For the last few years I feel some disappointment with my work building up and now I try to explain why.

What kept me working on FFmpeg and later Libav?

Money? Well, I admit that it brought me ~$20000 during all those years of work and it was very helpful in my student years but it’s not that much really and wouldn’t be enough for living even in Ukraine.

Of course the main driving reason was fun of writing code and joy of being useful. I still remember being proud for a week for this commit. I still remember how it was fun (sometimes) to reverse engineer a codec and warm feeling when it’s done. I remember users thanking for the work done and asking for features.

Where did all go?

The project matured and now the situation got different. Previously you mostly had millions of clueless users asking how to transcode something to FLV that were tiring but easy to deal with, now you have more enterprise users that use our code often without acknowledging or contributing back (in the old times Picsearch gave us a database of audio and video files in Internet that used codecs we didn’t support — that’s one of the most valuable contributions ever). But that’s not what kills the fun, “security holes” do.
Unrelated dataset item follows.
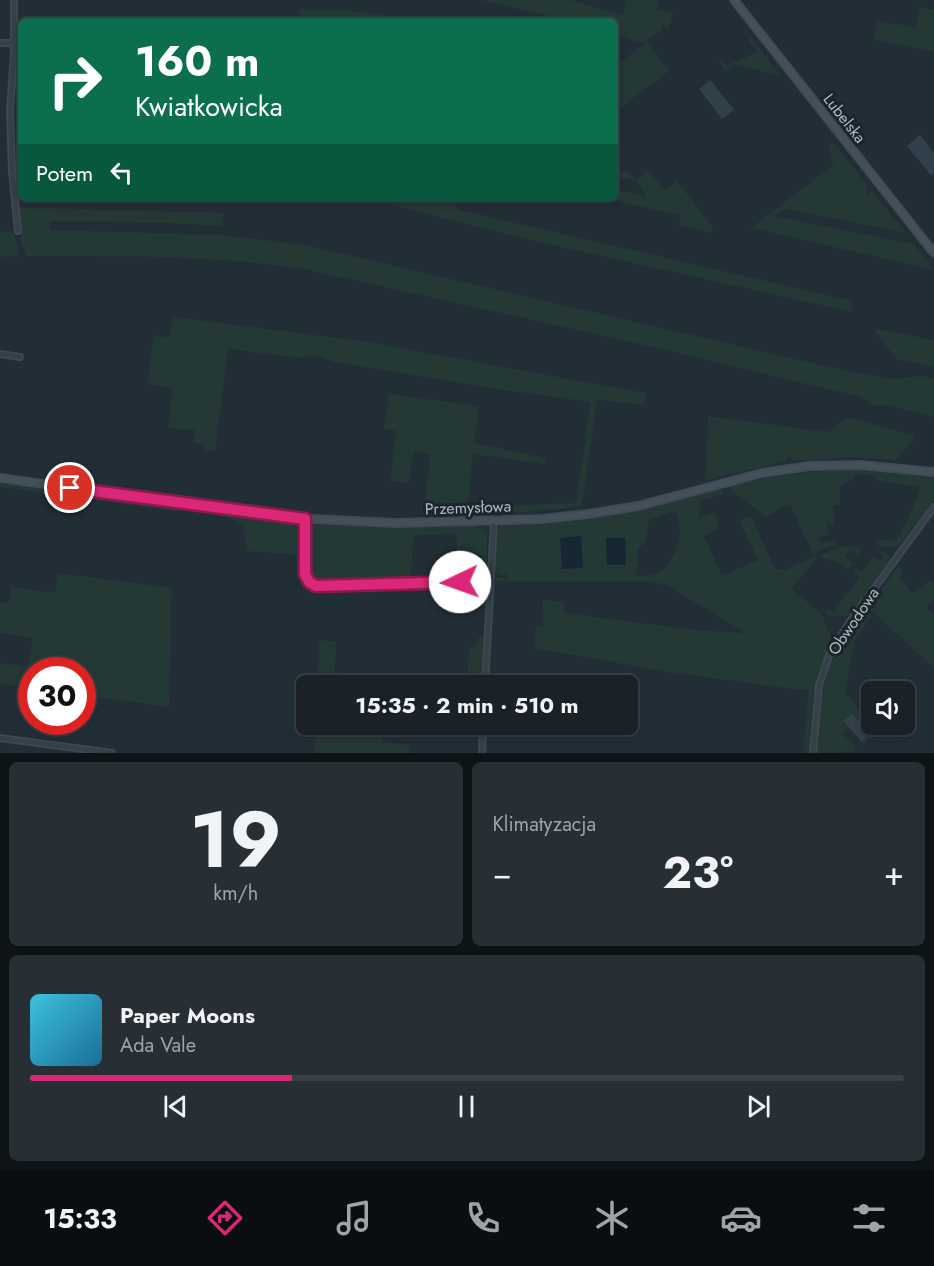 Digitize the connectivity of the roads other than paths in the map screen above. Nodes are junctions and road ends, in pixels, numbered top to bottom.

With an advance of automatic fuzz tools it’s easy to generate millions of damaged files that crash your decoder and yet there are no tools for generating correct patches. Fixing those crashes is tedious, requires a lot of thinking (should I disable it? will it affect decoding correct files? etc.) and in other words not fun at all. You have to balance between having decent code, ability to handle corrupted files and being robust — and in order to account for all possible corner cases in the code from the very beginning you should be more paranoid than FFmpeg leader. And somehow you cannot avoid it, you’re expected to fix it or else. This is like you’re on maintenance contract but without any form of compensation, you just get a mountain of corrupt samples and “have you fixed it yet?” every week. Or you get some “security vulnerability” reports with the same effect. I repeat, this is not fun — so why should I do it for free?

There is only one exception around called VideoLAN. Those guys really show (and not only show) some care and they give back to us. Just in my case I gave them all they wanted and I could give them.

As for the rest, world domination is not my goal, I don’t see fun in maintenance and noone is paying me to do it. Why should I continue?

So I’ll try to finish whatever projects I still have around and end it all. I’ve been around for 9.5 years after all, that’s long enough.

P.S. Maybe I should move to Oljonsbyn.